What the task asks: Start at the first line below and write out everything verbatim except the pictures.

==== Entries provided ====

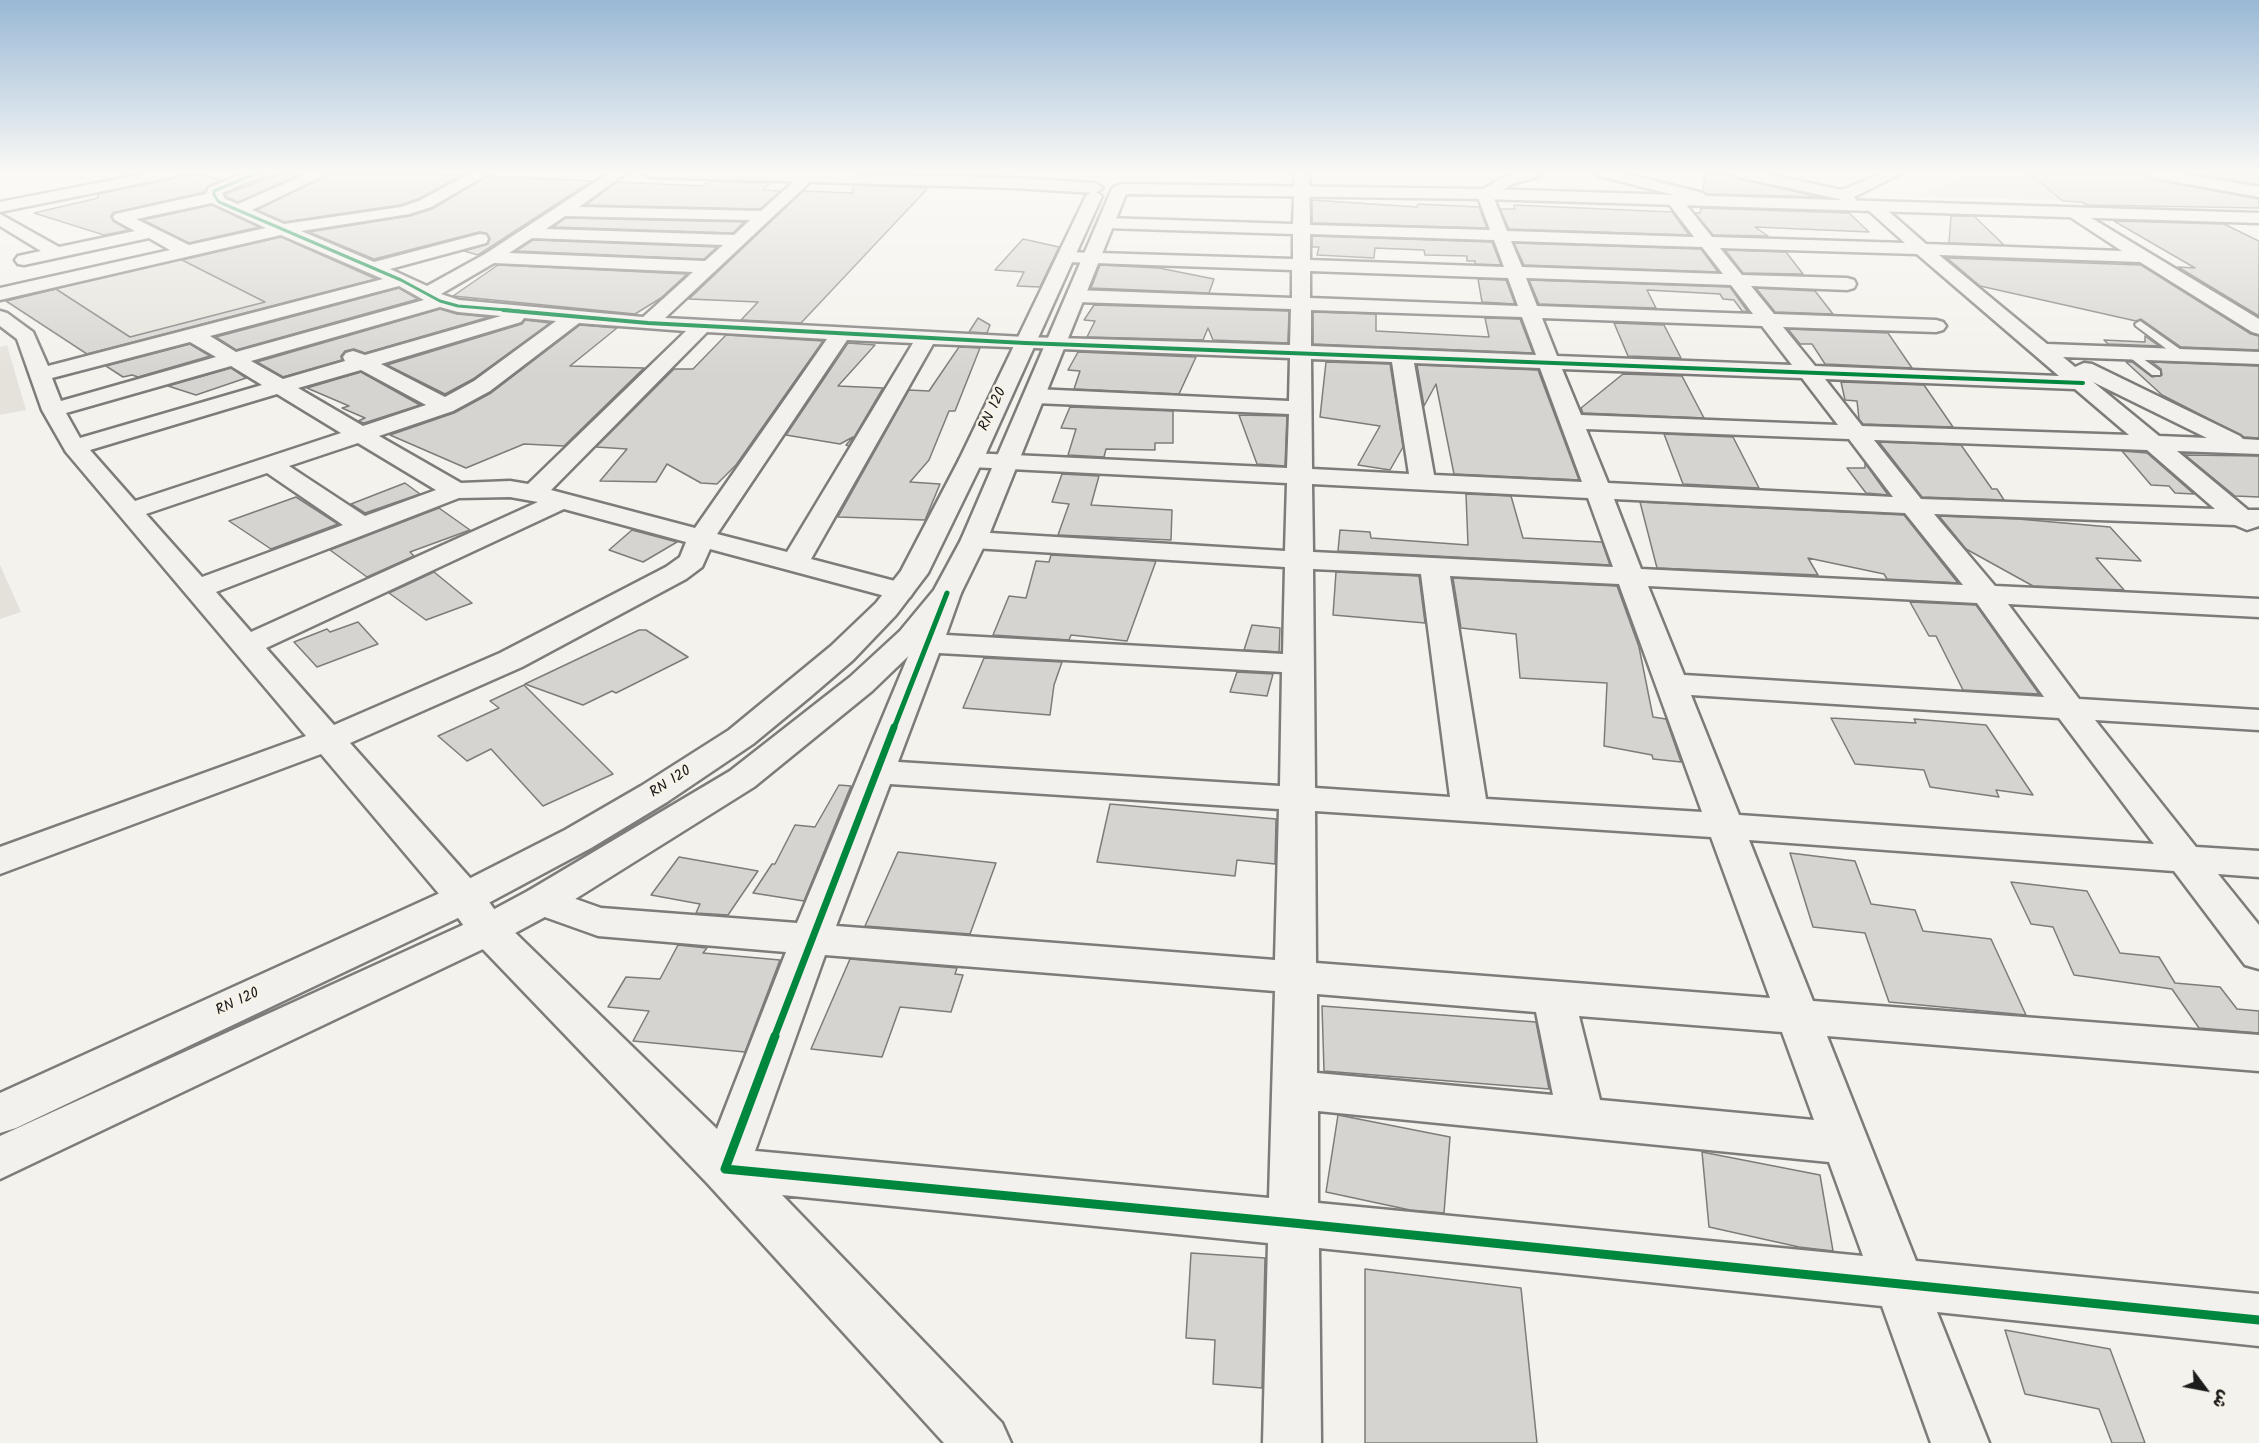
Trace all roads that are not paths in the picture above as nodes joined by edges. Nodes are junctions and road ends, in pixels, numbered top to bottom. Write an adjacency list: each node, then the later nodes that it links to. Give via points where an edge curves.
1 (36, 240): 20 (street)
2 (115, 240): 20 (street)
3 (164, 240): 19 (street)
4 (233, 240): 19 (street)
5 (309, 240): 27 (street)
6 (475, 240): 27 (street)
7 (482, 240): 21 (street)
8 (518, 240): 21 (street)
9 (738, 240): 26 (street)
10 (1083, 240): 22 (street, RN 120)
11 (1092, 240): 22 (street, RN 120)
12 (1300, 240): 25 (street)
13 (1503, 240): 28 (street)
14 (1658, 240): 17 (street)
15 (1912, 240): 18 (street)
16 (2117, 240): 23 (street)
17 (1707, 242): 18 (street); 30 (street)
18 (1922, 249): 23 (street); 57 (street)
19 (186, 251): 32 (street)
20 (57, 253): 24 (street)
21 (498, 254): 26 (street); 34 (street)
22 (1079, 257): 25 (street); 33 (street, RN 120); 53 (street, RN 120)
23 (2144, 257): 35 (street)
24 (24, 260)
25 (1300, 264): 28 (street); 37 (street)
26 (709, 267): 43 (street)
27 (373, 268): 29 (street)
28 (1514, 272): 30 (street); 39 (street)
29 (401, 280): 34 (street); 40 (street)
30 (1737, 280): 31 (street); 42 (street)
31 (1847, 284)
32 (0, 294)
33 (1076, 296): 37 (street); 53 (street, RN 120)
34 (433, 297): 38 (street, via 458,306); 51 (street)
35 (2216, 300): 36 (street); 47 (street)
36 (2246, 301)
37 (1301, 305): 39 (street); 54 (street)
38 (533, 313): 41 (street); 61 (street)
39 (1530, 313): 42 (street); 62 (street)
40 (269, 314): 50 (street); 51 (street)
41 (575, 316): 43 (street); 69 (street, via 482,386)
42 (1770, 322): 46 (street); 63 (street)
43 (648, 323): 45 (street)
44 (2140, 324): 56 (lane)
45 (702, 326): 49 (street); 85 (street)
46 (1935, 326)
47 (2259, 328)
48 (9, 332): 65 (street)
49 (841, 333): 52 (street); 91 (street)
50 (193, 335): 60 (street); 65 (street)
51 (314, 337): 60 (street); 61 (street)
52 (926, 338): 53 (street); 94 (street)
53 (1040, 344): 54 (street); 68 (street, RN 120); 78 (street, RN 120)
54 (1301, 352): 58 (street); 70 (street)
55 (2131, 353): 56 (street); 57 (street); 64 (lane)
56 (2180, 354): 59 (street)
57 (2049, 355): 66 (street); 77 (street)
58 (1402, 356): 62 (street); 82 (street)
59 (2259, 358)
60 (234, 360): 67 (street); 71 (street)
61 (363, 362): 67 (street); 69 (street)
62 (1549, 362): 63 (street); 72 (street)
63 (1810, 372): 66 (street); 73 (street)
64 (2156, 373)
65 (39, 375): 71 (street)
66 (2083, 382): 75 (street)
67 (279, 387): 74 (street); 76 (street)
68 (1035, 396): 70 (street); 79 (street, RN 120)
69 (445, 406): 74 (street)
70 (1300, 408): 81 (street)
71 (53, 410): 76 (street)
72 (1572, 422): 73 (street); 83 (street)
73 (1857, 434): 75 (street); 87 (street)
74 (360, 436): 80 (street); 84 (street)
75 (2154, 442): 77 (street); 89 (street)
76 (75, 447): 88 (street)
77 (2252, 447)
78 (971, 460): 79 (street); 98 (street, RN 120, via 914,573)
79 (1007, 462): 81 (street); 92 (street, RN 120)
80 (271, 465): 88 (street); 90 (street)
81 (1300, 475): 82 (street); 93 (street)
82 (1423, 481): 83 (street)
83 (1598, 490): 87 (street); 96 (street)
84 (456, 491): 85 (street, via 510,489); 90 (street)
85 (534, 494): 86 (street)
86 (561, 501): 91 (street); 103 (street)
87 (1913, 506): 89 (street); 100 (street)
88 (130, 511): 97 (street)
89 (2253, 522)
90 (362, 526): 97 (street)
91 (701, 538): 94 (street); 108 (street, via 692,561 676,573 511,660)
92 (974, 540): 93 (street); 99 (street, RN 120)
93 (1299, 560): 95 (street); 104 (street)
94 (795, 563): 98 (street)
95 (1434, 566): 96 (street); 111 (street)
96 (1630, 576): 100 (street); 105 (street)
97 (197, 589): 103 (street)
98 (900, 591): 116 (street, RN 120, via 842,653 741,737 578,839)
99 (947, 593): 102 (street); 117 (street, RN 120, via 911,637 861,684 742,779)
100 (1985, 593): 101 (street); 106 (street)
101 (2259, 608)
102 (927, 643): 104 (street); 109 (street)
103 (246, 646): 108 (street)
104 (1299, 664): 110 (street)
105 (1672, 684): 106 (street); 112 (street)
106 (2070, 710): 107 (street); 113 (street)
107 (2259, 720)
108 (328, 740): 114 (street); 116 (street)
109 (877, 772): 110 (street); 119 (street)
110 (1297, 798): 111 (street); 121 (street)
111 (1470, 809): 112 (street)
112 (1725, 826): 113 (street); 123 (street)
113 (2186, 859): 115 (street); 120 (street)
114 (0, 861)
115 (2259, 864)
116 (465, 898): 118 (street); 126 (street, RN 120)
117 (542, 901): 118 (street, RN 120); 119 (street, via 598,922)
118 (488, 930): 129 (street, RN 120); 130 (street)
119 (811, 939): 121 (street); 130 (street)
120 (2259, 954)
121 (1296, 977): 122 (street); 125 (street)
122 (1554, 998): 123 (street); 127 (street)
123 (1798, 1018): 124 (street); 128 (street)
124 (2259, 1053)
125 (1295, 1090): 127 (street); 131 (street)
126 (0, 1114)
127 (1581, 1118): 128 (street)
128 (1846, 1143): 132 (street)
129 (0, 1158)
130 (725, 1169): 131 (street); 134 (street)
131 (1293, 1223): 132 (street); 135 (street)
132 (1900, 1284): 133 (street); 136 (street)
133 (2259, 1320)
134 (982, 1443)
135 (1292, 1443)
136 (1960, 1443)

====

Written response:
Trace all roads that are not paths in the picture above as nodes joined by edges. Nodes are junctions and road ends, in pixels, numbered top to bottom. Write an adjacency list: each node, then the later nodes that it links to. Give via points where an edge curves.
1 (36, 240): 20 (street)
2 (115, 240): 20 (street)
3 (164, 240): 19 (street)
4 (233, 240): 19 (street)
5 (309, 240): 27 (street)
6 (475, 240): 27 (street)
7 (482, 240): 21 (street)
8 (518, 240): 21 (street)
9 (738, 240): 26 (street)
10 (1083, 240): 22 (street, RN 120)
11 (1092, 240): 22 (street, RN 120)
12 (1300, 240): 25 (street)
13 (1503, 240): 28 (street)
14 (1658, 240): 17 (street)
15 (1912, 240): 18 (street)
16 (2117, 240): 23 (street)
17 (1707, 242): 18 (street); 30 (street)
18 (1922, 249): 23 (street); 57 (street)
19 (186, 251): 32 (street)
20 (57, 253): 24 (street)
21 (498, 254): 26 (street); 34 (street)
22 (1079, 257): 25 (street); 33 (street, RN 120); 53 (street, RN 120)
23 (2144, 257): 35 (street)
24 (24, 260)
25 (1300, 264): 28 (street); 37 (street)
26 (709, 267): 43 (street)
27 (373, 268): 29 (street)
28 (1514, 272): 30 (street); 39 (street)
29 (401, 280): 34 (street); 40 (street)
30 (1737, 280): 31 (street); 42 (street)
31 (1847, 284)
32 (0, 294)
33 (1076, 296): 37 (street); 53 (street, RN 120)
34 (433, 297): 38 (street, via 458,306); 51 (street)
35 (2216, 300): 36 (street); 47 (street)
36 (2246, 301)
37 (1301, 305): 39 (street); 54 (street)
38 (533, 313): 41 (street); 61 (street)
39 (1530, 313): 42 (street); 62 (street)
40 (269, 314): 50 (street); 51 (street)
41 (575, 316): 43 (street); 69 (street, via 482,386)
42 (1770, 322): 46 (street); 63 (street)
43 (648, 323): 45 (street)
44 (2140, 324): 56 (lane)
45 (702, 326): 49 (street); 85 (street)
46 (1935, 326)
47 (2259, 328)
48 (9, 332): 65 (street)
49 (841, 333): 52 (street); 91 (street)
50 (193, 335): 60 (street); 65 (street)
51 (314, 337): 60 (street); 61 (street)
52 (926, 338): 53 (street); 94 (street)
53 (1040, 344): 54 (street); 68 (street, RN 120); 78 (street, RN 120)
54 (1301, 352): 58 (street); 70 (street)
55 (2131, 353): 56 (street); 57 (street); 64 (lane)
56 (2180, 354): 59 (street)
57 (2049, 355): 66 (street); 77 (street)
58 (1402, 356): 62 (street); 82 (street)
59 (2259, 358)
60 (234, 360): 67 (street); 71 (street)
61 (363, 362): 67 (street); 69 (street)
62 (1549, 362): 63 (street); 72 (street)
63 (1810, 372): 66 (street); 73 (street)
64 (2156, 373)
65 (39, 375): 71 (street)
66 (2083, 382): 75 (street)
67 (279, 387): 74 (street); 76 (street)
68 (1035, 396): 70 (street); 79 (street, RN 120)
69 (445, 406): 74 (street)
70 (1300, 408): 81 (street)
71 (53, 410): 76 (street)
72 (1572, 422): 73 (street); 83 (street)
73 (1857, 434): 75 (street); 87 (street)
74 (360, 436): 80 (street); 84 (street)
75 (2154, 442): 77 (street); 89 (street)
76 (75, 447): 88 (street)
77 (2252, 447)
78 (971, 460): 79 (street); 98 (street, RN 120, via 914,573)
79 (1007, 462): 81 (street); 92 (street, RN 120)
80 (271, 465): 88 (street); 90 (street)
81 (1300, 475): 82 (street); 93 (street)
82 (1423, 481): 83 (street)
83 (1598, 490): 87 (street); 96 (street)
84 (456, 491): 85 (street, via 510,489); 90 (street)
85 (534, 494): 86 (street)
86 (561, 501): 91 (street); 103 (street)
87 (1913, 506): 89 (street); 100 (street)
88 (130, 511): 97 (street)
89 (2253, 522)
90 (362, 526): 97 (street)
91 (701, 538): 94 (street); 108 (street, via 692,561 676,573 511,660)
92 (974, 540): 93 (street); 99 (street, RN 120)
93 (1299, 560): 95 (street); 104 (street)
94 (795, 563): 98 (street)
95 (1434, 566): 96 (street); 111 (street)
96 (1630, 576): 100 (street); 105 (street)
97 (197, 589): 103 (street)
98 (900, 591): 116 (street, RN 120, via 842,653 741,737 578,839)
99 (947, 593): 102 (street); 117 (street, RN 120, via 911,637 861,684 742,779)
100 (1985, 593): 101 (street); 106 (street)
101 (2259, 608)
102 (927, 643): 104 (street); 109 (street)
103 (246, 646): 108 (street)
104 (1299, 664): 110 (street)
105 (1672, 684): 106 (street); 112 (street)
106 (2070, 710): 107 (street); 113 (street)
107 (2259, 720)
108 (328, 740): 114 (street); 116 (street)
109 (877, 772): 110 (street); 119 (street)
110 (1297, 798): 111 (street); 121 (street)
111 (1470, 809): 112 (street)
112 (1725, 826): 113 (street); 123 (street)
113 (2186, 859): 115 (street); 120 (street)
114 (0, 861)
115 (2259, 864)
116 (465, 898): 118 (street); 126 (street, RN 120)
117 (542, 901): 118 (street, RN 120); 119 (street, via 598,922)
118 (488, 930): 129 (street, RN 120); 130 (street)
119 (811, 939): 121 (street); 130 (street)
120 (2259, 954)
121 (1296, 977): 122 (street); 125 (street)
122 (1554, 998): 123 (street); 127 (street)
123 (1798, 1018): 124 (street); 128 (street)
124 (2259, 1053)
125 (1295, 1090): 127 (street); 131 (street)
126 (0, 1114)
127 (1581, 1118): 128 (street)
128 (1846, 1143): 132 (street)
129 (0, 1158)
130 (725, 1169): 131 (street); 134 (street)
131 (1293, 1223): 132 (street); 135 (street)
132 (1900, 1284): 133 (street); 136 (street)
133 (2259, 1320)
134 (982, 1443)
135 (1292, 1443)
136 (1960, 1443)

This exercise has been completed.